Vimy Oaks Legacy...101 Years On...
Moving plant material across international borders can pose biosecurity risks.
Understandably, countries have regulations in place that determine what is acceptable and what is not. The story of the Vimy Oaks is an interesting example, writes Audrey Gerber.
Handful of Acorns
The Battle of Vimy Ridge took place in France in April 1917, and is considered to be the most significant battle in Canadian history. A Canadian soldier, Leslie Miller, sent a handful of acorns from Vimy Ridge home to Canada, and planted these on his farm in Ontario. Ten of these original oaks are now handsome old trees.
Monty MacDonald, president of the Vimy Oaks Legacy, had the desire to commemorate the 100th anniversary of the Battle of Vimy by planting oaks on a memorial site in France. He collected acorns and produced thousands of Vimy oak trees. However, his plans were thwarted when these trees were refused entry into France for biosecurity reasons.

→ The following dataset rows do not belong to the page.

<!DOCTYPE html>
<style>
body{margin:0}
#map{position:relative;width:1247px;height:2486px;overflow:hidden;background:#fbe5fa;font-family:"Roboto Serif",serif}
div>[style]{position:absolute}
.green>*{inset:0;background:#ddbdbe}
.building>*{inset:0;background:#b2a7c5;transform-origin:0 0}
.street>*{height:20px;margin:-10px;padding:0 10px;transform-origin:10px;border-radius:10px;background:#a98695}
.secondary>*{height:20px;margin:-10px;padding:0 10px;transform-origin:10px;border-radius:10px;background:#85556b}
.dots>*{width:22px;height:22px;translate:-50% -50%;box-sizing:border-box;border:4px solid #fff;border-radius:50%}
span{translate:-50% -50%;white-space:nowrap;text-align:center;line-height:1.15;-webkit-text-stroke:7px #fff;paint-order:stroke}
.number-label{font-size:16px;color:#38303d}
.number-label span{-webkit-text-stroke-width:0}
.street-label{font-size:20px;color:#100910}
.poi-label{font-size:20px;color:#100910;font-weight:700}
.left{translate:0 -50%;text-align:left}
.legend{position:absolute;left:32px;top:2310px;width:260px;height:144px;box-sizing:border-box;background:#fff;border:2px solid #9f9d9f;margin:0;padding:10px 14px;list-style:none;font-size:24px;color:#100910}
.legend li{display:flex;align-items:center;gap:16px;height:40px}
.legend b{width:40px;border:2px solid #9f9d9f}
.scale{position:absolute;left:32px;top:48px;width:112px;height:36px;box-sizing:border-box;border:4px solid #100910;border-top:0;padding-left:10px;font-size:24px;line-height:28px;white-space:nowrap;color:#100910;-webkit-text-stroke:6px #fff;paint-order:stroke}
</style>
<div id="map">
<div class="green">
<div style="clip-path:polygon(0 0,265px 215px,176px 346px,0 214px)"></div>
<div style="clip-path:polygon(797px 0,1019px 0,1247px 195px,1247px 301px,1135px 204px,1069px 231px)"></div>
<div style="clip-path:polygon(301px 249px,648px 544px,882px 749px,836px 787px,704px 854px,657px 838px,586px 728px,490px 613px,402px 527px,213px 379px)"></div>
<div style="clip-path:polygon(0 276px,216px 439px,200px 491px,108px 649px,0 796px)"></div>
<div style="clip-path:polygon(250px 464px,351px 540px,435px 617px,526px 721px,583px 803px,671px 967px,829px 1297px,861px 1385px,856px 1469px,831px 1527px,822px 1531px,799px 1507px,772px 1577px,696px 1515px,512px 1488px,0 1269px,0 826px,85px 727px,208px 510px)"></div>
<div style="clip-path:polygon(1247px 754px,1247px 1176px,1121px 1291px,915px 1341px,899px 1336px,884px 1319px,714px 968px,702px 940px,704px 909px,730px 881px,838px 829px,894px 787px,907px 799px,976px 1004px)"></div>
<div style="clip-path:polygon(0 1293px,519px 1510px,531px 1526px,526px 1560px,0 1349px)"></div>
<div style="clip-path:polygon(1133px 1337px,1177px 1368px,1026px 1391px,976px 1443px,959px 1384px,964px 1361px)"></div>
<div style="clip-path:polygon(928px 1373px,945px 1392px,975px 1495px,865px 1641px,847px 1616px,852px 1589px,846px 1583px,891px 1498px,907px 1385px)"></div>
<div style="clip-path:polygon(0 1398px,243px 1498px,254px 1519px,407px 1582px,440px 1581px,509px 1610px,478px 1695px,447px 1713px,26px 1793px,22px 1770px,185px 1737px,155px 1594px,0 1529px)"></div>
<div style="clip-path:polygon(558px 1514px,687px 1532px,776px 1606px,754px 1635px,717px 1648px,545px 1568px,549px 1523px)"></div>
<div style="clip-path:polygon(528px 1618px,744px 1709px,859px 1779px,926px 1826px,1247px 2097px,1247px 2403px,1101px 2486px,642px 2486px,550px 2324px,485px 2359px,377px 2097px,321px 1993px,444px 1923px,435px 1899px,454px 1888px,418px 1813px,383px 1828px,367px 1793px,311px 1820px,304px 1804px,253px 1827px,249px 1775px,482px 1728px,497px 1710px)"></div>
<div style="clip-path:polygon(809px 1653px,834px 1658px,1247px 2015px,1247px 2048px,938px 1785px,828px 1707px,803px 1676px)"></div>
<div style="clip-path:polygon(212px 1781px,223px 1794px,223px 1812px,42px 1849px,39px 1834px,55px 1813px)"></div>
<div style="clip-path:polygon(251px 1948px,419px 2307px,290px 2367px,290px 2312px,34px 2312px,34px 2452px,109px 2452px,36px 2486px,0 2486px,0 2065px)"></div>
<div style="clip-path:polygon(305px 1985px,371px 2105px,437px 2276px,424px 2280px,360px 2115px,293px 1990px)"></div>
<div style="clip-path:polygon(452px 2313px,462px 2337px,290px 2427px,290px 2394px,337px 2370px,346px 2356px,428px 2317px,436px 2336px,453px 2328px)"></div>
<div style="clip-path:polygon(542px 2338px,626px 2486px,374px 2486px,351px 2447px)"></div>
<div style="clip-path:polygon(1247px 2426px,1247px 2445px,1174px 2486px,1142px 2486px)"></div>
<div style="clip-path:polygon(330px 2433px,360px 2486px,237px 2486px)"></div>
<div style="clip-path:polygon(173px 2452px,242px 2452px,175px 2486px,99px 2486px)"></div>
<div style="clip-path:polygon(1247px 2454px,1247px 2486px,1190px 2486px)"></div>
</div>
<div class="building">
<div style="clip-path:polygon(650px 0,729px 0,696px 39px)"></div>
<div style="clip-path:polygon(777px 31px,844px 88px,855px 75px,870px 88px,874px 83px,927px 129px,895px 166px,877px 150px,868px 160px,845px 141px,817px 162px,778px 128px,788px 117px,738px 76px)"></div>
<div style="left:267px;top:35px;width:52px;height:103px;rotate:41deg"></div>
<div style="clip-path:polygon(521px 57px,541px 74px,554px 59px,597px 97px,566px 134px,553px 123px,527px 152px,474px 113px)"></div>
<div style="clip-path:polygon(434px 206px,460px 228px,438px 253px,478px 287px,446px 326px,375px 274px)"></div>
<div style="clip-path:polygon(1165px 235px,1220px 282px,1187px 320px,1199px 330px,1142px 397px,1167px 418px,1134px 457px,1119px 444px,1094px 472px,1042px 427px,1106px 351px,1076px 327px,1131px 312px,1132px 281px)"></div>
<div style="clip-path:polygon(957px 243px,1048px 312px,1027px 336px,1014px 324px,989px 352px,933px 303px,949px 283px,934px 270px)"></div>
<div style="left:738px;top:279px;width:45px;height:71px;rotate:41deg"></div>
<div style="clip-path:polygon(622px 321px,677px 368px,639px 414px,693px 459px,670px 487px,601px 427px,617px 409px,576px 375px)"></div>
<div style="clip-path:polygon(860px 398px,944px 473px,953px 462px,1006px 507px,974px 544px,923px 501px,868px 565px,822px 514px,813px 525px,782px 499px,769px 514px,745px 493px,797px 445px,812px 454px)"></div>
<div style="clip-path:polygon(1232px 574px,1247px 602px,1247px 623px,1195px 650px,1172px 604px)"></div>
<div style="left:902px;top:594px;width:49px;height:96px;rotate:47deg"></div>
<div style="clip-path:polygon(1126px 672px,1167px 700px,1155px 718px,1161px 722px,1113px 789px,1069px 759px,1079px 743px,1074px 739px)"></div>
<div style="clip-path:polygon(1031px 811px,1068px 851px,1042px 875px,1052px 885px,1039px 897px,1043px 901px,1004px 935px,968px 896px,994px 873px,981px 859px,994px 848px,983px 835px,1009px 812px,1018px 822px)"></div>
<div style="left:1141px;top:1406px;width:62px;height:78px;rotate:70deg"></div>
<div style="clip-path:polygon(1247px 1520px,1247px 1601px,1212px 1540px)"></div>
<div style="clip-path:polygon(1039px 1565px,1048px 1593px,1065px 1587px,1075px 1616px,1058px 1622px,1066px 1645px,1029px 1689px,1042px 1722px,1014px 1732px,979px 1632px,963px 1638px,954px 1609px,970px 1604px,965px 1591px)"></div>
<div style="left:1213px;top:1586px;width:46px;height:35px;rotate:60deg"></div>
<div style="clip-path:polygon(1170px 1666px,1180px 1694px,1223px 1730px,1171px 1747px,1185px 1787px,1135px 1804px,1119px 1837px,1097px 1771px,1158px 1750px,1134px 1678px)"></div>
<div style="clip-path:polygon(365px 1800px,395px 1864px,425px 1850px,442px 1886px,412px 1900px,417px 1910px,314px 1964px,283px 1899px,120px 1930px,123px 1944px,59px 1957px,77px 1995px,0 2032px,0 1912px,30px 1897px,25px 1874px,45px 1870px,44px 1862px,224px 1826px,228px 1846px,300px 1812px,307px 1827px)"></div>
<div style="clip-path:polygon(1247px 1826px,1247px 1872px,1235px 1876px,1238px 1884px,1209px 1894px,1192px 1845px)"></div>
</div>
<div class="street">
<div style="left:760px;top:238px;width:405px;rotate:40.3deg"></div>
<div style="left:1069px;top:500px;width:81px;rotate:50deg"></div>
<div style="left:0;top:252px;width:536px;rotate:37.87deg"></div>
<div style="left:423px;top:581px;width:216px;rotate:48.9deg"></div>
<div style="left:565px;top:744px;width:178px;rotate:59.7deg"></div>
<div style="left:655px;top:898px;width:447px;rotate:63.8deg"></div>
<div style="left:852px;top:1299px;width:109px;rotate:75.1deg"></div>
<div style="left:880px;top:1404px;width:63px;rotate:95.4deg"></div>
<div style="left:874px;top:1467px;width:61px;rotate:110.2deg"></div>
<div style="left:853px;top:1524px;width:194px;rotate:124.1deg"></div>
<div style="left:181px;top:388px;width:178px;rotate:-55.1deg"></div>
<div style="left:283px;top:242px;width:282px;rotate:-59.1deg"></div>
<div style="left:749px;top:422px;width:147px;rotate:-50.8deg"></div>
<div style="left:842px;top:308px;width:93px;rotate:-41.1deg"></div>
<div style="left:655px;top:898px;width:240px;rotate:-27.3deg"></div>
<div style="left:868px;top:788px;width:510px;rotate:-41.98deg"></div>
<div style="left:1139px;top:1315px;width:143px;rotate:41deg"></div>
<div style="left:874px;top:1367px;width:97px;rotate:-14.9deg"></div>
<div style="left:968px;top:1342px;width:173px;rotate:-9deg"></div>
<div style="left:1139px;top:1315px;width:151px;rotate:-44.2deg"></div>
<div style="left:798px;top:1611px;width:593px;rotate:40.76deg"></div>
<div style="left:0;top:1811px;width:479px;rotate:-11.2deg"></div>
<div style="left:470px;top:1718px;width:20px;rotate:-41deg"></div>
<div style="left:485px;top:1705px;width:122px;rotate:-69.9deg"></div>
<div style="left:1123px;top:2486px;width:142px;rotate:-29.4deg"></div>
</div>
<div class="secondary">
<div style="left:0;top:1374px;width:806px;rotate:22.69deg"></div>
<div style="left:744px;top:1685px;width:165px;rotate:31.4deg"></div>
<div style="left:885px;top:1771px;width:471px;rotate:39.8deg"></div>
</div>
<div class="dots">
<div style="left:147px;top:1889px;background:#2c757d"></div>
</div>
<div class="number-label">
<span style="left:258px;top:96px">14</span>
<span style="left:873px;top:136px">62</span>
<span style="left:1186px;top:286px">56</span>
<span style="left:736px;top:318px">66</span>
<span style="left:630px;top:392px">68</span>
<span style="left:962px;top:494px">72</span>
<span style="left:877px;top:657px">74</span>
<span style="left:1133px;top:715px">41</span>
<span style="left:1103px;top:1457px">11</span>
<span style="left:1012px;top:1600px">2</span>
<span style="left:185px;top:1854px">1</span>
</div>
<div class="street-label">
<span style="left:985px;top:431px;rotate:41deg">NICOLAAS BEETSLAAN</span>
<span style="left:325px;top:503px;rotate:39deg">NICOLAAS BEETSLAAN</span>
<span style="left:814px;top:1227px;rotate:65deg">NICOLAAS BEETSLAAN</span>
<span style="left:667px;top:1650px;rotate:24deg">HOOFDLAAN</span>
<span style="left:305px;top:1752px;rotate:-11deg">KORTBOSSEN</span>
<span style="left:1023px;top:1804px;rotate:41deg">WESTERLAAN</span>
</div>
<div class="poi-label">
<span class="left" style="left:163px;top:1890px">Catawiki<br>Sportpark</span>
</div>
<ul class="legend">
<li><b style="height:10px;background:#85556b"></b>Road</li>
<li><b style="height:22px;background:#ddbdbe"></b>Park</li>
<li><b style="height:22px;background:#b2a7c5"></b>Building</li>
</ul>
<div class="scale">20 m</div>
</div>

Contract for 300 Oak Trees
A conversation at IPM Essen in January 2016 provided the solution. L’Orme Montferrat nursery, one of the speciality nurseries within the Les Pépinières de France group, were contracted to propagate 300 oak trees at their site east of Paris. The acorns were collected from the Vimy oak trees and sent over from Canada.
Opening November 9
While living trees were seen to pose a biosecurity risk, the acorns were acceptable to the French authorities. These Vimy oak trees are now 1.5m – 2m tall, and will be planted at the new park at Vimy in time for its opening on 9th November 2018.
L’Orme Montferrat nursery was chosen for this task because of its specialisation in trees and shrubs, and for its close proximity to the site.
This is an example of the impact of the International networking that is so valuable at the plant trade shows in Europe. Les Pépinières de France strengthens its business offer through the individual specialities of its member nurseries.